• Please make sure you are familiar with the forum rules. You can find them here: https://forums.tripwireinteractive.com/index.php?threads/forum-rules.2334636/

RO2 no one is bothered that attack/attack maps are always biased against the russians?

Jolly Jew

Grizzled Veteran
Apr 16, 2014
94
0
israel
very simple.

there are either 6 or 4 points in these maps (fallenfighters, pavlov's, barracks, etc.)

and when the timer finishes. in the russians have 3 objectives, they lose. if the nazis have 3 objectives, they win.

this means that the russians can only win they have 4 points and the enemy only 2.

same rule is applied to maps with 4 points.

how on earth is that fair? from the start of the game the nazis can just play defensivly and camp around their point never needing to attack and risk their lives once.
while the russians are forced to attack an incredibly difficult objective that is very easy to defend.

so how is that fair?
 
Most of the time, in cases where both teams hold the same number of objectives, the round then goes to the team with the most Team Points.

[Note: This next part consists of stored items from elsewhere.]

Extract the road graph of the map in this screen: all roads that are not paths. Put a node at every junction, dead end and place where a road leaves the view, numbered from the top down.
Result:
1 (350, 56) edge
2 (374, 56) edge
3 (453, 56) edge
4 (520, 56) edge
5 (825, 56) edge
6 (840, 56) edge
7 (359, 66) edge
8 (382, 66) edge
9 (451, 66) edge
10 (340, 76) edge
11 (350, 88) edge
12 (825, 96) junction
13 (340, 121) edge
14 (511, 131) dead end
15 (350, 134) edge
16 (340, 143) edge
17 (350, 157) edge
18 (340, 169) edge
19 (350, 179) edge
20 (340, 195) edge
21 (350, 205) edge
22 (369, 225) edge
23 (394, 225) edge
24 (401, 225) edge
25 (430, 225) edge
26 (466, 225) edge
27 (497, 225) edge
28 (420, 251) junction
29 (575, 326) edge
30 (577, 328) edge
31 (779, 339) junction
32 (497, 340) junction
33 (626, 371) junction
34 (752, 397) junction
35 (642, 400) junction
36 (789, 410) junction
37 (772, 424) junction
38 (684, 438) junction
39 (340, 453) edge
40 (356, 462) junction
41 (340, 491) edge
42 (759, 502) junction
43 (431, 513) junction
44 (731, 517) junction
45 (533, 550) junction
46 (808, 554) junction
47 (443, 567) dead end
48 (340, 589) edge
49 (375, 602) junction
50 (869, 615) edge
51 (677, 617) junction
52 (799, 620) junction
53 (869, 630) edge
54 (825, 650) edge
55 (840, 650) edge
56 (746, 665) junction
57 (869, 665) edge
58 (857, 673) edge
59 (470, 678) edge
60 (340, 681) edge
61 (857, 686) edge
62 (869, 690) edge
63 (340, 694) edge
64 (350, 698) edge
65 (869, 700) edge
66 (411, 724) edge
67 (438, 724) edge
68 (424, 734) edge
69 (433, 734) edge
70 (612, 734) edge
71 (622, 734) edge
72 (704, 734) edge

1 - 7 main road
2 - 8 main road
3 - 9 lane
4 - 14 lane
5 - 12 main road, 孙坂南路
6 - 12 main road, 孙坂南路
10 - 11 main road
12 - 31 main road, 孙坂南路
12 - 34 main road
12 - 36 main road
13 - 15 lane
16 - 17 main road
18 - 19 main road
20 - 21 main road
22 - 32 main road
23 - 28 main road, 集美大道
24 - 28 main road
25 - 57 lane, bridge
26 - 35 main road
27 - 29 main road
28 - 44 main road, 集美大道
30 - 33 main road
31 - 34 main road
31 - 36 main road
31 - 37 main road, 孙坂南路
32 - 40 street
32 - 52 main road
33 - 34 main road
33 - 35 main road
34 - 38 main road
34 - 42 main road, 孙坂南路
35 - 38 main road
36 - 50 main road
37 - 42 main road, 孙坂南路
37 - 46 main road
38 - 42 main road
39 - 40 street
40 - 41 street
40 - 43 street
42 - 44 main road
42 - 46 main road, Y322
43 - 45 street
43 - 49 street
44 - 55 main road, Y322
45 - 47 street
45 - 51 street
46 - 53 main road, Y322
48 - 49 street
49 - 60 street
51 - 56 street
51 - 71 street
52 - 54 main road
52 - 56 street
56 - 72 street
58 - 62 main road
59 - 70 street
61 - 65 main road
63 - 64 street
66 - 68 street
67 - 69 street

So if your side throws its life away to get that one extra cap-point (and the guaranteed win) but fails to take it, you've essentially put yourself into a losing position because the enemy have most likely slaughtered you in terms of Team Points.
 
Upvote 0
Do you really think any game developer would intentionally make unbalanced maps? Balancing is one of the steps in the development process ffs.

Having unbalanced maps is something very good actually. It forces the players to master the terrain handicaps in order to win. The mirror like maps like in Team Fortress 2 are boring to play because they play the same as each team. Having unbalanced map is making the gameplay more random and open to various tactics. A mirrored map have just a bunch of attack and defend scenarios, because both teams are facing the same at any given moment. Thats boring ;)
 
Upvote 0
Having unbalanced maps is something very good actually. It forces the players to master the terrain handicaps in order to win. The mirror like maps like in Team Fortress 2 are boring to play because they play the same as each team. Having unbalanced map is making the gameplay more random and open to various tactics. A mirrored map have just a bunch of attack and defend scenarios, because both teams are facing the same at any given moment. Thats boring ;)

I will give you this, a MIRRORED map like in Team Fortress 2 is boring. But i think both sides should have an equal chance of winning when both teams have equal number of players and equal skill.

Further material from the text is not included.